▶ **Work to be completed**
From the records below, return every line containing the word "Nagar".

─── Provided records

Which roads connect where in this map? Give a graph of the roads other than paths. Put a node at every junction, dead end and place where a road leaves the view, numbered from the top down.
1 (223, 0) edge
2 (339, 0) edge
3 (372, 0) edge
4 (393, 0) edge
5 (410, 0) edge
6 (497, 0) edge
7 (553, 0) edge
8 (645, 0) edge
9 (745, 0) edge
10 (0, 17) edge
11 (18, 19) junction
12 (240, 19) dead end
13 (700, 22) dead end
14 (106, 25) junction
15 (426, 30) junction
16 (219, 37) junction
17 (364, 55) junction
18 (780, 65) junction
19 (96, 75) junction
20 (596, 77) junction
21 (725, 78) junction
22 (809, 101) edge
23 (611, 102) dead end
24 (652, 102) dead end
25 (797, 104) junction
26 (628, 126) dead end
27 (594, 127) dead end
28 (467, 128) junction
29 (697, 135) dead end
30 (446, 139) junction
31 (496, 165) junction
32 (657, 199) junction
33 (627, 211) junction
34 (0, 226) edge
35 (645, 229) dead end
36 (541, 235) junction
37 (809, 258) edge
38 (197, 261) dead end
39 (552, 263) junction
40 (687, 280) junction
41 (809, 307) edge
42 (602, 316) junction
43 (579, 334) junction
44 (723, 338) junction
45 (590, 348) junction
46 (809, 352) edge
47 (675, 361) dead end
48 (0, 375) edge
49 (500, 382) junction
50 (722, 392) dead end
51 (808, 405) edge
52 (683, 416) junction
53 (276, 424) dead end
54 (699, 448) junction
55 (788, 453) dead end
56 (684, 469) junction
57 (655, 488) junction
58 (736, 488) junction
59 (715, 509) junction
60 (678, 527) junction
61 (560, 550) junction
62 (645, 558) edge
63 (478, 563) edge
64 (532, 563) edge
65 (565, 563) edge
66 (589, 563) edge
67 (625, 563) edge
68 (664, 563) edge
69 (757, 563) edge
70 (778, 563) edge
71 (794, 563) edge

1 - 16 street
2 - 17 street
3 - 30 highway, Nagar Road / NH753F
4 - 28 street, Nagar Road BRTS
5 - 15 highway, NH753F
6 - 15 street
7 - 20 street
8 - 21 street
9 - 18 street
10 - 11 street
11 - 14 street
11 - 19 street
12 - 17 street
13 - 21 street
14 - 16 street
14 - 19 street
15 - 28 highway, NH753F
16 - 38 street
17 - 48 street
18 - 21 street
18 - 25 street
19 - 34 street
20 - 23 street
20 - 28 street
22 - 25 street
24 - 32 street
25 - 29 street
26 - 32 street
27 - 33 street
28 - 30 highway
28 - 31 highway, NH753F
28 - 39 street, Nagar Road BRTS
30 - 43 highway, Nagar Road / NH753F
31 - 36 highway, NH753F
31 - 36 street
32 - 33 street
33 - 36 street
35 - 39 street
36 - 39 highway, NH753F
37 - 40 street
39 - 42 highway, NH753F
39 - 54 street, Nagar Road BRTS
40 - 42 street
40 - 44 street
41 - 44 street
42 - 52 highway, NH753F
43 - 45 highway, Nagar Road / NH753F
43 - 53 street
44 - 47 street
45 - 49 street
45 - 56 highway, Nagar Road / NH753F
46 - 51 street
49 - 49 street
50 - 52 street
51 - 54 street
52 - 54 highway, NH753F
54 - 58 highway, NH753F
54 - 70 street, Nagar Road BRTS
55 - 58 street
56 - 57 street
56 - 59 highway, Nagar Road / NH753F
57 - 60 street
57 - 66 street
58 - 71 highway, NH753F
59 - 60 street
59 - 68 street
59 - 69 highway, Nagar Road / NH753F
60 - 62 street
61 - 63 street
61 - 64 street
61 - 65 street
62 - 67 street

──────

▶ **Your solution**
3 - 30 highway, Nagar Road / NH753F
4 - 28 street, Nagar Road BRTS
28 - 39 street, Nagar Road BRTS
30 - 43 highway, Nagar Road / NH753F
39 - 54 street, Nagar Road BRTS
43 - 45 highway, Nagar Road / NH753F
45 - 56 highway, Nagar Road / NH753F
54 - 70 street, Nagar Road BRTS
56 - 59 highway, Nagar Road / NH753F
59 - 69 highway, Nagar Road / NH753F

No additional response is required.